In its judgment of modification, the trial court modified the children’s custody arrangement. The judgment specifically stated that the trial court, at the time of dissolution, had concern about Lacie’s separation from Mother. The court went on to find that since the dissolution Lacie experienced no problems while in Father’s custody and expressed satisfaction with both Mother and Father. Once again, the trial court determined that Lacie and Dylan should not be separated. As we read it, the judgment of modification granted Mother and Father joint legal custody of Lacie and Dylan, and granted Mother and Father periods of physical custody alternating every two weeks. This appeal followed.

STANDARD OF REVIEW

We will affirm a trial court’s judgment modifying custody unless the judgment: (1) is unsupported by substantial evidence; (2) is against the weight of the evidence; or, (3) erroneously applies the law. Wilson v. Sullivan, 922 S.W.2d 835, 837[1] (Mo.App.1996); Murphy v. Carron, 536 S.W.2d 30, 32[1] (Mo.banc 1976). We accord a trial court’s judgment greater deference in custody decisions than in other cases. Breckner v. Coble, 921 S.W.2d 624, 626[3] (Mo.App.1996). We will not overturn the trial court’s judgment unless the appellant can demonstrate that it is not in the best interests of the children.
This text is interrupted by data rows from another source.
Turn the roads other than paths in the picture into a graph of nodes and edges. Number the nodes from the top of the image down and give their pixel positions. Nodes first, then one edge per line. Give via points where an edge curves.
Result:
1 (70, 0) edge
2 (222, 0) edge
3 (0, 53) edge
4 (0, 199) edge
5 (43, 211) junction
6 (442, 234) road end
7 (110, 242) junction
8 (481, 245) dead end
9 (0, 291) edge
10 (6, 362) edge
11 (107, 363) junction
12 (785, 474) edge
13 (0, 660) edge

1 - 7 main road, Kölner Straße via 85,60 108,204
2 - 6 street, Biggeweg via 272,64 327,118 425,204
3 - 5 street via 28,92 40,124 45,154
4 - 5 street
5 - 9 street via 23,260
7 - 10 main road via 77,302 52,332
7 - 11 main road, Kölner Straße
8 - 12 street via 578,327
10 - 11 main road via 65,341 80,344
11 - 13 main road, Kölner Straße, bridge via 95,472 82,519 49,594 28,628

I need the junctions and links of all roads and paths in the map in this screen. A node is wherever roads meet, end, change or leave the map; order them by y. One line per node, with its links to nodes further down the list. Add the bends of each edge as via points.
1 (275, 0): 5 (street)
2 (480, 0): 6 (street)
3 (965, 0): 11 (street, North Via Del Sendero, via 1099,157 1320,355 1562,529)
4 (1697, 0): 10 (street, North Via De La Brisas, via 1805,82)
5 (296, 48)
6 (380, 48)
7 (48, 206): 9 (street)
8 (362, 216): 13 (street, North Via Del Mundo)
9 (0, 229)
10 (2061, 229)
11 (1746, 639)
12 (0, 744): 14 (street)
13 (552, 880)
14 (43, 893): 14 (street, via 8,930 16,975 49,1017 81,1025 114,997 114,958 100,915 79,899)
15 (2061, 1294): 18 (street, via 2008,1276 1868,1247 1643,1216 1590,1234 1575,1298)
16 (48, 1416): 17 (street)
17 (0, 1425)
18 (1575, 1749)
Larkins v. Larkins, 921 S.W.2d 152, 153[3] (Mo.App.1996).

DISCUSSION AND DECISION

Mother’s sole point relied on charges the trial court erred in modifying the children’s custody arrangement because Father did not prove, and the trial court did not recite in its judgment a substantial and continuing change in circumstances. We disagree. A trial court may modify a custody decree if:

“[I]t finds, upon the basis of facts that have arisen since the prior decree or that were unknown to the court at the time of the prior decree, that a change has occurred in the circumstances of the child or his custodian and that the modification is necessary to serve the best interests of the child.”

§ 452.410, RSMo 1994.

The following passage appears in the dissolution decree:

“This Court can have great impact on the actions of [Mother] and [Father] by specific orders. The Court has far less control over the mental health and well being of minor children, that being controlled by the actions of the parents. There is testimony by [Mother] that the minor child, Lacie, fears that [Mother] will leave her and no longer be her mother prompting the child to just want to run away. It is for this reason that the Court finds the [Mother] to be the proper person to have the primary care and custody of the minor children.”2

In the judgment of modification, the trial court states the following:

“That the court originally had some concern about the minor child, Lacie Pobst’s, separation from her mother, but the court finds that the minor child, Lacie Pobst, is experiencing no problems being in her father’s custody and expresses satisfaction with both parents.”

Father argues that the court’s finding in the judgment of modification demonstrates a substantial and continuing change in circumstances from the dissolution decree. We agree.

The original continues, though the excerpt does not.